→ EXCERPTED RECORDS:
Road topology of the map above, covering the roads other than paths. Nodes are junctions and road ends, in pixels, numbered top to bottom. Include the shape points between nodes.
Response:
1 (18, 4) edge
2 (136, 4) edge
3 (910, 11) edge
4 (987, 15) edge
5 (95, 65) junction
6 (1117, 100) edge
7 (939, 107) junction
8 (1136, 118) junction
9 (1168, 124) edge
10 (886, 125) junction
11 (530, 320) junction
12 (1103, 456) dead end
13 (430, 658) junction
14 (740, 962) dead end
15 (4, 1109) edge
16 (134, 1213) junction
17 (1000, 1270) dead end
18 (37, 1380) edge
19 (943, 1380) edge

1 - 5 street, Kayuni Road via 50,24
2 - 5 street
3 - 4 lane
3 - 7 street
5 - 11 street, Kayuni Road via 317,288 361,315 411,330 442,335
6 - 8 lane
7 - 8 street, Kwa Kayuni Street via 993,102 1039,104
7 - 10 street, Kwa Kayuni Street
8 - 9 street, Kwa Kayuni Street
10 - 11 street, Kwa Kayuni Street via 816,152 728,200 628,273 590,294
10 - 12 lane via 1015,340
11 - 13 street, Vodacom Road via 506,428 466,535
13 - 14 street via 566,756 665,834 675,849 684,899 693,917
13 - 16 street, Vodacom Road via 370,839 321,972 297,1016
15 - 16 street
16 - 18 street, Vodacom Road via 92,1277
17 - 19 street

→ WORK INSTRUCTIONS: Would you set down every entry again, exactly?

→ PROBLEM SOLUTION:
Road topology of the map above, covering the roads other than paths. Nodes are junctions and road ends, in pixels, numbered top to bottom. Include the shape points between nodes.
Response:
1 (18, 4) edge
2 (136, 4) edge
3 (910, 11) edge
4 (987, 15) edge
5 (95, 65) junction
6 (1117, 100) edge
7 (939, 107) junction
8 (1136, 118) junction
9 (1168, 124) edge
10 (886, 125) junction
11 (530, 320) junction
12 (1103, 456) dead end
13 (430, 658) junction
14 (740, 962) dead end
15 (4, 1109) edge
16 (134, 1213) junction
17 (1000, 1270) dead end
18 (37, 1380) edge
19 (943, 1380) edge

1 - 5 street, Kayuni Road via 50,24
2 - 5 street
3 - 4 lane
3 - 7 street
5 - 11 street, Kayuni Road via 317,288 361,315 411,330 442,335
6 - 8 lane
7 - 8 street, Kwa Kayuni Street via 993,102 1039,104
7 - 10 street, Kwa Kayuni Street
8 - 9 street, Kwa Kayuni Street
10 - 11 street, Kwa Kayuni Street via 816,152 728,200 628,273 590,294
10 - 12 lane via 1015,340
11 - 13 street, Vodacom Road via 506,428 466,535
13 - 14 street via 566,756 665,834 675,849 684,899 693,917
13 - 16 street, Vodacom Road via 370,839 321,972 297,1016
15 - 16 street
16 - 18 street, Vodacom Road via 92,1277
17 - 19 street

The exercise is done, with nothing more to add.